Rolling up 25 straight wins, the second-best streak in NBA history, would be cause for celebration anywhere else but here. The Heat tried that premature celebration thing three years ago and it blew up in their faces in The Finals, when the Dallas Mavericks ruined their parade plans.
So the reminders to stay humble and focused on the task at hand are already ingrained in this bunch, from Erik Spoelstra and his detail-oriented coaching staff to a locker room full of players, from superstars LeBron James and Dwyane Wade all the way down to its most recent addition Chris “Birdman” Andersen.
“All you have to do is look at our first halves the last couple of games,” veteran forward Shane Battier said. “We have room to improve. By no stretch of the imagination are we playing our best basketball right now. We are winning ballgames, but we have a lot of room for improvement.”
Room for improvement for a team that hasn’t lost a game since Feb. 1?
Sure, whatever you say Shane.
Then again, when you have a Charlotte team with the worst record in the league coming to town Sunday as you prepare for win No. 26 in the streak, you stay focused by any means necessary.
“We have a coaching staff that will tell us,” Chris Bosh said. “We just have guys who really stay on each other and nobody gets ahead of themselves. We know that you have to stay humble. If you have success, you take it in stride.”
That doesn’t mean the Heat have shed any of the core confidence that made them champions last season.
“We expect to win every game,” Bosh said. “”I’ve always expected to win every game. And now we’re actually winning every game.”
Winning every game in all kinds of ways. The comebacks have been a bit dramatic of late. The Heat’s low energy starts are a concern, but as James put it, “I’d rather come out the way we’ve come out and finish strong than come out strong and finish weak.”
That’s sound logic when you can change a game in an instant with a play on either end of the floor.

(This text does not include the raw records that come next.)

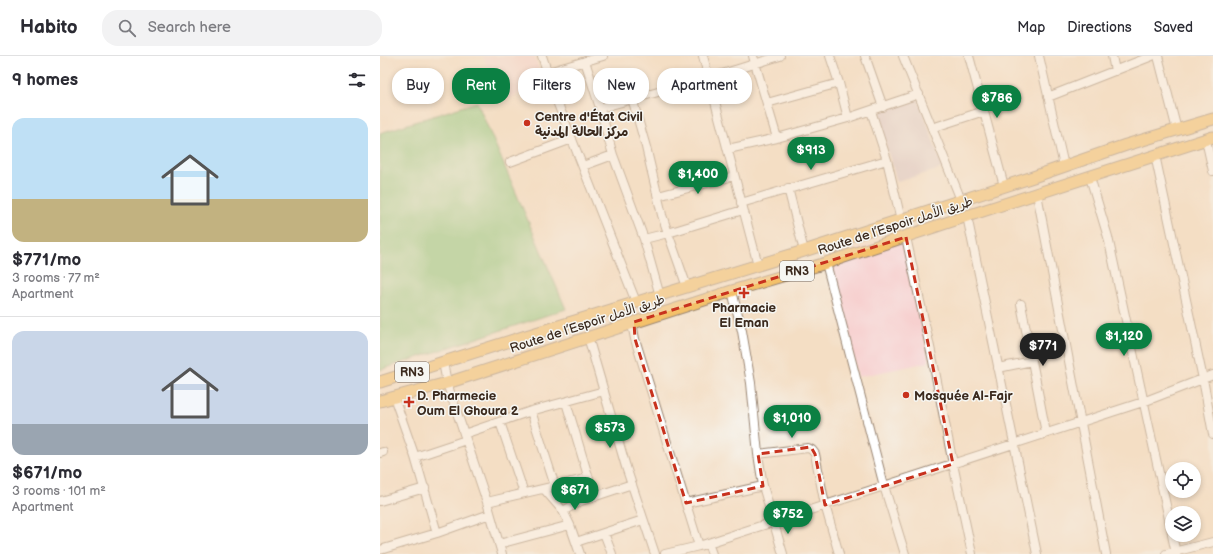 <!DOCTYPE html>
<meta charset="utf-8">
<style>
:root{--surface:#fff;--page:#f2f2f3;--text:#2b2b33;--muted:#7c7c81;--line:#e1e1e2;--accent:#0b8043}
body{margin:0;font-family:"Balsamiq Sans","Playpen Sans Arabic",sans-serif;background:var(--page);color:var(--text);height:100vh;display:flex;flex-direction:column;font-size:15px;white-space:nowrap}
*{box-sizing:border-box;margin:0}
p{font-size:13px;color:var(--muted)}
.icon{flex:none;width:22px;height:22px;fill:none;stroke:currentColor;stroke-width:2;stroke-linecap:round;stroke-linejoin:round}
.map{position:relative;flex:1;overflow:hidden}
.side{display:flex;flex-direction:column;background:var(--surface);width:380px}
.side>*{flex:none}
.top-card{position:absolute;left:12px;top:12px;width:380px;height:36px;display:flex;gap:8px}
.tools{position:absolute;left:785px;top:406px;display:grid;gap:8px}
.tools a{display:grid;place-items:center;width:36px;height:36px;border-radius:50%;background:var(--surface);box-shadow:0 2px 6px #0003;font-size:20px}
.price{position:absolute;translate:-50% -34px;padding:0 9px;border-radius:14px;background:var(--accent);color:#fff;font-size:13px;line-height:26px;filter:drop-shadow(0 1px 2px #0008)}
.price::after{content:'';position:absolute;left:50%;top:24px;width:12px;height:9px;margin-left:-6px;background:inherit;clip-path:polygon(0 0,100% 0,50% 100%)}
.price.selected{background:#222;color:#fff}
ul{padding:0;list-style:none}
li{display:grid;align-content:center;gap:8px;height:212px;padding:0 12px}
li+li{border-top:1px solid var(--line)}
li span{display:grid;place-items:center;height:124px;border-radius:12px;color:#555}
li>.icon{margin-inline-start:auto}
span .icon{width:72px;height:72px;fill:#fffc;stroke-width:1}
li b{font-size:17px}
h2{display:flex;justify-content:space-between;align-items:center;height:48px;padding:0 12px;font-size:17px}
.tag{padding:0 14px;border-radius:16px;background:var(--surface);box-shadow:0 2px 6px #0003;font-size:14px;line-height:36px}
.tag.selected{background:var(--accent);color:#fff}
header{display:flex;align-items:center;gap:24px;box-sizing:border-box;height:56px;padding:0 20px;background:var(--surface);border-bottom:1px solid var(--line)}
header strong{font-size:19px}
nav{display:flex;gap:22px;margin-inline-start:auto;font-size:14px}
.search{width:280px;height:36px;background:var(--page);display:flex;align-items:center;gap:10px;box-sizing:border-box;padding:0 14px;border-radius:16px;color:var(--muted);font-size:15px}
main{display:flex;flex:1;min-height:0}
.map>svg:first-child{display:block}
.built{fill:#f7d0cf}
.industrial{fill:#d2bec5}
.green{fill:#8bca81;stroke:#637a50}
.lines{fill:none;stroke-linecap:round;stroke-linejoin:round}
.minor-casing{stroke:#988471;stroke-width:10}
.highway-casing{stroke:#988471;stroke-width:13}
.minor{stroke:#fff;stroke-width:8}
.highway{stroke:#f4c16a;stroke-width:11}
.marked{fill:none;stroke:#c8321e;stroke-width:3;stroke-dasharray:8 5;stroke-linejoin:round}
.poi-dot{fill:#c8321e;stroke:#f6f6f2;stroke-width:1.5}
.labels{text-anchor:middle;stroke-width:3;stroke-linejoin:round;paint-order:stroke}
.shield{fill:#f6f6f2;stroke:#73675e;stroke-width:1}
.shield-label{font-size:12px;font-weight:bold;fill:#3b2a1e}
.poi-label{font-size:13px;font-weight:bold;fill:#3b2a1e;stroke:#f6f6f2;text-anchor:start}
.street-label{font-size:13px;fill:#3b2a1e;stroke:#f6f6f2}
</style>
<header>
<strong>Habito</strong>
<div class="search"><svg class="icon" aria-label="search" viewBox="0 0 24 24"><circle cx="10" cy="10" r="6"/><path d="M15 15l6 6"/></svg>Search here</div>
<nav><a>Map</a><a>Directions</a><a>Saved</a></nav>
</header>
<main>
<section class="side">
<h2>9 homes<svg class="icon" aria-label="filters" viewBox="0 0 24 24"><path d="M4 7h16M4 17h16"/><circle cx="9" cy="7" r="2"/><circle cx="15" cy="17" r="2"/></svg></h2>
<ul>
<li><span style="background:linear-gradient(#bfe0f5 65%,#c2b280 0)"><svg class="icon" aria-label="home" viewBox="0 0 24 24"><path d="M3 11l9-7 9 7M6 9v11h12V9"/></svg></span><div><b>$771/mo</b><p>3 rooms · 77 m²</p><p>Apartment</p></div></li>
<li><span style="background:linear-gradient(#c9d6e8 75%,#9aa5b1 0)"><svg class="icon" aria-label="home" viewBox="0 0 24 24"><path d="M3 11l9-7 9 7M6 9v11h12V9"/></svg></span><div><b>$671/mo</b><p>3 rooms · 101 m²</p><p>Apartment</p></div></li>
</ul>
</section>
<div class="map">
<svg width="833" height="498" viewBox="0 0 833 498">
<rect width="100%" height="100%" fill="#f6f6f2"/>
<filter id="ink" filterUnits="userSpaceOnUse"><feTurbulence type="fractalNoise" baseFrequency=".025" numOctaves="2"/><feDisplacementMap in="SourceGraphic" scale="8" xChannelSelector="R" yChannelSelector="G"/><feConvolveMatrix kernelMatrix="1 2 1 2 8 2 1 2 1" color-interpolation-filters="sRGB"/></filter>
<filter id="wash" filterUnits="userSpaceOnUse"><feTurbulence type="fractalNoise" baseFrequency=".012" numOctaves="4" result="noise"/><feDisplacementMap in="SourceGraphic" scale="16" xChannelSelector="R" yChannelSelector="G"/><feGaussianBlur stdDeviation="0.9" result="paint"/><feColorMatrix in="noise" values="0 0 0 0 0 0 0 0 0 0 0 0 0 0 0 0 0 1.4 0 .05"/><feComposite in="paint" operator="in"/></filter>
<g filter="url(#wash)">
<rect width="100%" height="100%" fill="#f4dec4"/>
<path class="built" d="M103 0H154L165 27 122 45Z
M524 179 549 306 478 321 448 201Z"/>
<path class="industrial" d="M538 42 563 112 517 126 496 56Z"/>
<path class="green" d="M97 46 186 253 0 314V77Z"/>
</g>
<g filter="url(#ink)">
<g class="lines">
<g class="minor-casing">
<path id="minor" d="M162 0 178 48 256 246
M323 0 378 209
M373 0 397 82
M450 0 459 27
M485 0 503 51
M523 0 552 72
M589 0 624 130
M659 0 684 110
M732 0 735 15
M778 0 797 74
M205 5 220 52
M168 16 223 0
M668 41 772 0
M252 42 266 91 282 159 288 177 363 154
M387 47 459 27 468 62
M491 55 507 104 521 164
M826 84 833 115
M348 93 397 82 468 62 539 38
M233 99 264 183 280 240
M775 99 823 323 833 378
M130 106 192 83
M203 110 233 99 220 52 329 22 400 0
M710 121 728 181 792 477
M408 132 424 195
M657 138 726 498
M278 140 354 120
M581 144 552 72 604 55
M361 147 507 104
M587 160 657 498
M526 181 553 305 573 408 592 498
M264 183 288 177 307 231
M446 207 504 430 525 498
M352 235 362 275 371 327 378 398 383 430 403 498
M641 248 666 377
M254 266 253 273 255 283 319 490
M208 281 246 411 275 498
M63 306 67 327 107 446 122 498
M618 312 652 305
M14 341 35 401 57 477
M186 346 214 440
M151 355 175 430
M120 366 144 437
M84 378 151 355 224 335
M0 397 3 396
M378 398 428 392 432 394 435 398 445 449 459 498
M35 401 86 384
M191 426 201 445
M164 433 183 455 190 469 200 498
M0 445 45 432
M107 446 209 422
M306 447 383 430
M183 455 201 445 252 428
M224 477 232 498
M792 479 796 498
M196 486 263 464
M328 487 332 498
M119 488 190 469
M0 494 57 477 110 458
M285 498 319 490 763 346 833 319
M786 498 833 486"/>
</g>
<g class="highway-casing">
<path id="highway" d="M0 326 146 280 424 195 653 121 746 89 833 63
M0 345 67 327 352 235 446 207 587 160 833 81"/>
</g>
<use href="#minor" class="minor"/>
<use href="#highway" class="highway"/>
</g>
</g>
<path d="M0 0H833V498H0ZM526 181 573 408 445 449 435 398 431 391 378 398 383 430 306 447 255 283 254 266Z" fill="#f4dec4" fill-opacity=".55" fill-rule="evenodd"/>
<path class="marked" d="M526 181 573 408 445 449 435 398 431 391 378 398 383 430 306 447 255 283 254 266Z"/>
<g class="poi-dot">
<circle cx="147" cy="67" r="4"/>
<path d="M362 231h4v4h4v4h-4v4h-4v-4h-4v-4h4z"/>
<circle cx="526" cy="339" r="4"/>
<path d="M27 340h4v4h4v4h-4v4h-4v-4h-4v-4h4z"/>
</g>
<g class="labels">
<g class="shield">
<rect x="400" y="205" width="34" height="20" rx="3"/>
<rect x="15" y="306" width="34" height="20" rx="3"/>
</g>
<g class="shield-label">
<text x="417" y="219">RN3</text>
<text x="32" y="320">RN3</text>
</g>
<g class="poi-label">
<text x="155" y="65">Centre d'État Civil<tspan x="155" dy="15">مركز الحالة المدنية</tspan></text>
<text x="364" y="256" text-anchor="middle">Pharmacie<tspan x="364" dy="15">El Eman</tspan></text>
<text x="37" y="344">D. Pharmecie<tspan x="37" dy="15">Oum El Ghoura 2</tspan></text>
<text x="534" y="344">Mosquée Al-Fajr</text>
</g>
<g class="street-label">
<text transform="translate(515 169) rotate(-18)" y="5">Route de l’Espoir طريق الأمل</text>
<text transform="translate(207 267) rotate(-18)" y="5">Route de l’Espoir طريق الأمل</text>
</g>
</g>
</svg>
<div class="tools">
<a><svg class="icon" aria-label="locate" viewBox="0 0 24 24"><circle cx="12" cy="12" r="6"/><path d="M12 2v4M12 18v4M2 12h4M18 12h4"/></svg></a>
<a><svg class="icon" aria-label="layers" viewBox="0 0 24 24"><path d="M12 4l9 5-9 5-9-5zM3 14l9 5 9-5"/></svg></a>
</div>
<b class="price" style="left:617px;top:63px">$786</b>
<b class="price" style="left:431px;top:115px">$913</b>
<b class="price" style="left:318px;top:139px">$1,400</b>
<b class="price" style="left:744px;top:301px">$1,120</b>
<b class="price selected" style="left:663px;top:311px">$771</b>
<b class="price" style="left:412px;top:383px">$1,010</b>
<b class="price" style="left:230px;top:393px">$573</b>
<b class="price" style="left:195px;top:455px">$671</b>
<b class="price" style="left:408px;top:479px">$752</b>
<div class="top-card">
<a class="tag">Buy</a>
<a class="tag selected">Rent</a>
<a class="tag">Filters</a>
<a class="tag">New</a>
<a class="tag">Apartment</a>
</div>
</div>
</main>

But players play and coaches coach. And no coach worth his whistle is going to suffer through the sluggish starts the Heat have without going back to his tool box to try to fix it.
“It’s an area we need to address,” Spoelstra said. “This team has shown that now for three years that when there’s a particular aspect of the game we’re not playing the way we are capable of, we address it. We show up. We work on it and we try to improve on it. Hopefully, it will change on Sunday.”
Even if it doesn’t change Sunday, it has to change. The playoffs are coming and sluggish starts won’t get it done in the postseason.